**Work to complete:** Only the lines that hold the word "Genouph" are wanted from this listing.

_ _ _ _ _ _ _

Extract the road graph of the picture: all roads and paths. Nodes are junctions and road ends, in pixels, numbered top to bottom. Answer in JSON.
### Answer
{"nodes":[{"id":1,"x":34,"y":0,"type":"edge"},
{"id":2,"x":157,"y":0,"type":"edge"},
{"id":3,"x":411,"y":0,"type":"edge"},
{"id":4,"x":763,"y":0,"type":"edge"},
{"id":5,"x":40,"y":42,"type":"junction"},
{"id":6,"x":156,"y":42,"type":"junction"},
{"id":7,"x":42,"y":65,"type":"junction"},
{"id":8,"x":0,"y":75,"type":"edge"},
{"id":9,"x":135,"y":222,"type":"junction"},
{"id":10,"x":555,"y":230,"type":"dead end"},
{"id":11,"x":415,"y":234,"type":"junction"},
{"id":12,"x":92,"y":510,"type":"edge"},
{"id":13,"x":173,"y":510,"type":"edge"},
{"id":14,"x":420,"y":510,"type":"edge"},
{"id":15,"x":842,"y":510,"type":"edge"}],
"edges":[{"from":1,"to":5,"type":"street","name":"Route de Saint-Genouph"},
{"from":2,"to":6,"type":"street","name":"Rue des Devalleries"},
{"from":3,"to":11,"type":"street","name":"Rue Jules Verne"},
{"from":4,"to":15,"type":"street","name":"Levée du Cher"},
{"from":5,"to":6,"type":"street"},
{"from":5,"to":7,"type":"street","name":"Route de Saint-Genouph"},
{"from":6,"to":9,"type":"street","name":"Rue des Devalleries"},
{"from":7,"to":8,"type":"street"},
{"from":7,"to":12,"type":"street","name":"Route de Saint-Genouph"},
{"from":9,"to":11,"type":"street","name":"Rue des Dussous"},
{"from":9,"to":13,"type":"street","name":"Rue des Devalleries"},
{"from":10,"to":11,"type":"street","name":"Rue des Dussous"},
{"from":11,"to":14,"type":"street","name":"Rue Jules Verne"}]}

_ _ _ _ _ _ _

**Task output:**
"edges":[{"from":1,"to":5,"type":"street","name":"Route de Saint-Genouph"},
{"from":5,"to":7,"type":"street","name":"Route de Saint-Genouph"},
{"from":7,"to":12,"type":"street","name":"Route de Saint-Genouph"},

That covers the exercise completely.